No sé si me explico, me dijo Solón tomándome del brazo y apurando el cuento porque estábamos llegando a su casa: quien le dice que no podamos vivir en paz, como los dioses en lo alto de los cerros, y quien le dice que no lo hagamos, y quien le dice que no debamos enamorarnos cada tanto para perder esa paz, me dijo sonriendo.

Yo sospecho que Apolo, por ser un dios, era lo suficientemente inteligente como para no enroscarse en el torbellino de pasiones que vio en el fondo de la mirada de Helena, quisiera creer que su divina pureza puede zambullirse en los sentimientos carnales sin corromperse, pero tampoco estoy tan seguro.

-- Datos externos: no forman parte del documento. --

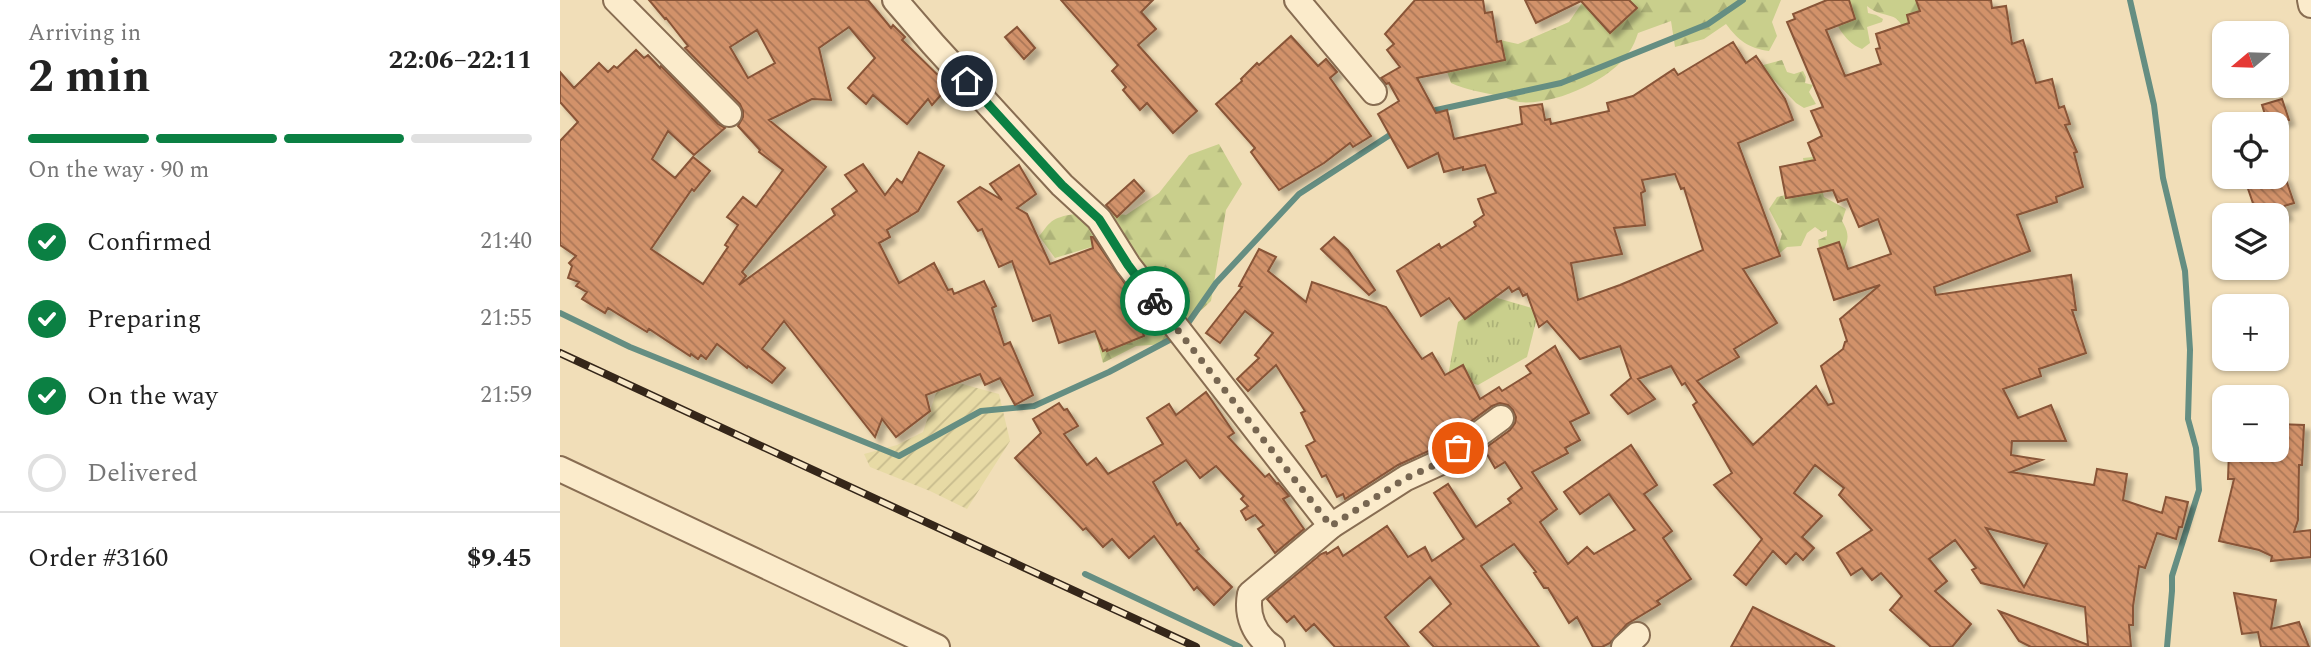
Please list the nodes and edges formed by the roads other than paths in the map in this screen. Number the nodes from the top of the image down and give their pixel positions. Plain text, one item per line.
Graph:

Tampoco estoy tan seguro, me dijo tomándome de la mano, que la eterna paz de los dioses sea cosa tan apreciable como para no dejarla, de tanto en tanto, por alguna caricia oportuna o alguna palabra zalamera, agregó, pero si hasta los dioses abandonan la tranquilidad divina por una mujer mortal, ¿qué menos se puede pedir de nosotros?

Terminó de decirlo, abrió la puerta de su casa y saludó a Aurelia con un beso. Ya llegué, querida, le dijo. Hoy nos acompaña Dubin para cenar, agregó al fin y nos sentamos a la mesa porque ya el perfume de la carne horneada lo sahumaba todo.